■ **WHAT YOU SHOULD DO**
A verbatim repeat of the records beneath this line is needed.

■ **INPUT DATA**

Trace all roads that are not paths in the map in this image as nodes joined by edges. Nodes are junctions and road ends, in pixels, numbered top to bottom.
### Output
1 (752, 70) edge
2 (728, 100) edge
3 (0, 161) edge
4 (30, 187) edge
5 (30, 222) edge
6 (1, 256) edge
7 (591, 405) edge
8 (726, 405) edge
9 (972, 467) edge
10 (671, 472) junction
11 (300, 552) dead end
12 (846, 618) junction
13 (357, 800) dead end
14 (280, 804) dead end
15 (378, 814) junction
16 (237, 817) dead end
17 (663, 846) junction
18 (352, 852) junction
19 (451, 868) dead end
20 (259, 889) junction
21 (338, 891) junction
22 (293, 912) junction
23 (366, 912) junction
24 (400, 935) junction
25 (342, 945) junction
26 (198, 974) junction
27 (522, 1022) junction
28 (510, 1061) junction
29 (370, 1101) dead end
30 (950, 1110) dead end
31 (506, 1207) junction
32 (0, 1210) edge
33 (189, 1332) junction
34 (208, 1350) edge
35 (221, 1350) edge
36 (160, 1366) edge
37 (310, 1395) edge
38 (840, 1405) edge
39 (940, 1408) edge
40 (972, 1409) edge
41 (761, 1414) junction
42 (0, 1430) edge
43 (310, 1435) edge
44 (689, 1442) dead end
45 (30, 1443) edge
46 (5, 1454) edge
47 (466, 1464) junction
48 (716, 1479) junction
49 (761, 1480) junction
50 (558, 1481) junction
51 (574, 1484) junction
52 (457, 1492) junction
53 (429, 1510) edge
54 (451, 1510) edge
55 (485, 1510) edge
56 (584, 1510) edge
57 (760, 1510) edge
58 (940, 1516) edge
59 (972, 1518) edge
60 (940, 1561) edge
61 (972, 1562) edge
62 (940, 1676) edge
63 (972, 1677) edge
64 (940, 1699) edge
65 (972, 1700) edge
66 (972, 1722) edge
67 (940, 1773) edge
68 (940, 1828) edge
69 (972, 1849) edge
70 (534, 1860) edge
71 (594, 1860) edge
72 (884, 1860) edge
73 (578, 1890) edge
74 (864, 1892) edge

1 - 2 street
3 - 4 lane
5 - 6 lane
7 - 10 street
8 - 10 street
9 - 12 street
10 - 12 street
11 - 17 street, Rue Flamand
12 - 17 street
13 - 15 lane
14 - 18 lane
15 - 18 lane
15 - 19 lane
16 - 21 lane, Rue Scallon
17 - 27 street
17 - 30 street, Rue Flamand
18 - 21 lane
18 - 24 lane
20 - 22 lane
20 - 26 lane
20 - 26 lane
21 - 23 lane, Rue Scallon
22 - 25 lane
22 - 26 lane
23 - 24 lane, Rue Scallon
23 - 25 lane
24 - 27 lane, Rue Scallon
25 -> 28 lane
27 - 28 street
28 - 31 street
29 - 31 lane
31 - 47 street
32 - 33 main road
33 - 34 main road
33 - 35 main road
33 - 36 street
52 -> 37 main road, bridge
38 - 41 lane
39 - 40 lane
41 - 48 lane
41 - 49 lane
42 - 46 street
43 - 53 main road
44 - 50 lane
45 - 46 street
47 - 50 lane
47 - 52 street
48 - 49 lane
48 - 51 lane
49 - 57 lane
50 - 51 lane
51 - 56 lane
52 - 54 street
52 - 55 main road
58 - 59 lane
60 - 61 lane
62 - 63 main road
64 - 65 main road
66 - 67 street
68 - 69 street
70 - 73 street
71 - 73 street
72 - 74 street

■ **TASK SOLUTION**
Trace all roads that are not paths in the map in this image as nodes joined by edges. Nodes are junctions and road ends, in pixels, numbered top to bottom.
### Output
1 (752, 70) edge
2 (728, 100) edge
3 (0, 161) edge
4 (30, 187) edge
5 (30, 222) edge
6 (1, 256) edge
7 (591, 405) edge
8 (726, 405) edge
9 (972, 467) edge
10 (671, 472) junction
11 (300, 552) dead end
12 (846, 618) junction
13 (357, 800) dead end
14 (280, 804) dead end
15 (378, 814) junction
16 (237, 817) dead end
17 (663, 846) junction
18 (352, 852) junction
19 (451, 868) dead end
20 (259, 889) junction
21 (338, 891) junction
22 (293, 912) junction
23 (366, 912) junction
24 (400, 935) junction
25 (342, 945) junction
26 (198, 974) junction
27 (522, 1022) junction
28 (510, 1061) junction
29 (370, 1101) dead end
30 (950, 1110) dead end
31 (506, 1207) junction
32 (0, 1210) edge
33 (189, 1332) junction
34 (208, 1350) edge
35 (221, 1350) edge
36 (160, 1366) edge
37 (310, 1395) edge
38 (840, 1405) edge
39 (940, 1408) edge
40 (972, 1409) edge
41 (761, 1414) junction
42 (0, 1430) edge
43 (310, 1435) edge
44 (689, 1442) dead end
45 (30, 1443) edge
46 (5, 1454) edge
47 (466, 1464) junction
48 (716, 1479) junction
49 (761, 1480) junction
50 (558, 1481) junction
51 (574, 1484) junction
52 (457, 1492) junction
53 (429, 1510) edge
54 (451, 1510) edge
55 (485, 1510) edge
56 (584, 1510) edge
57 (760, 1510) edge
58 (940, 1516) edge
59 (972, 1518) edge
60 (940, 1561) edge
61 (972, 1562) edge
62 (940, 1676) edge
63 (972, 1677) edge
64 (940, 1699) edge
65 (972, 1700) edge
66 (972, 1722) edge
67 (940, 1773) edge
68 (940, 1828) edge
69 (972, 1849) edge
70 (534, 1860) edge
71 (594, 1860) edge
72 (884, 1860) edge
73 (578, 1890) edge
74 (864, 1892) edge

1 - 2 street
3 - 4 lane
5 - 6 lane
7 - 10 street
8 - 10 street
9 - 12 street
10 - 12 street
11 - 17 street, Rue Flamand
12 - 17 street
13 - 15 lane
14 - 18 lane
15 - 18 lane
15 - 19 lane
16 - 21 lane, Rue Scallon
17 - 27 street
17 - 30 street, Rue Flamand
18 - 21 lane
18 - 24 lane
20 - 22 lane
20 - 26 lane
20 - 26 lane
21 - 23 lane, Rue Scallon
22 - 25 lane
22 - 26 lane
23 - 24 lane, Rue Scallon
23 - 25 lane
24 - 27 lane, Rue Scallon
25 -> 28 lane
27 - 28 street
28 - 31 street
29 - 31 lane
31 - 47 street
32 - 33 main road
33 - 34 main road
33 - 35 main road
33 - 36 street
52 -> 37 main road, bridge
38 - 41 lane
39 - 40 lane
41 - 48 lane
41 - 49 lane
42 - 46 street
43 - 53 main road
44 - 50 lane
45 - 46 street
47 - 50 lane
47 - 52 street
48 - 49 lane
48 - 51 lane
49 - 57 lane
50 - 51 lane
51 - 56 lane
52 - 54 street
52 - 55 main road
58 - 59 lane
60 - 61 lane
62 - 63 main road
64 - 65 main road
66 - 67 street
68 - 69 street
70 - 73 street
71 - 73 street
72 - 74 street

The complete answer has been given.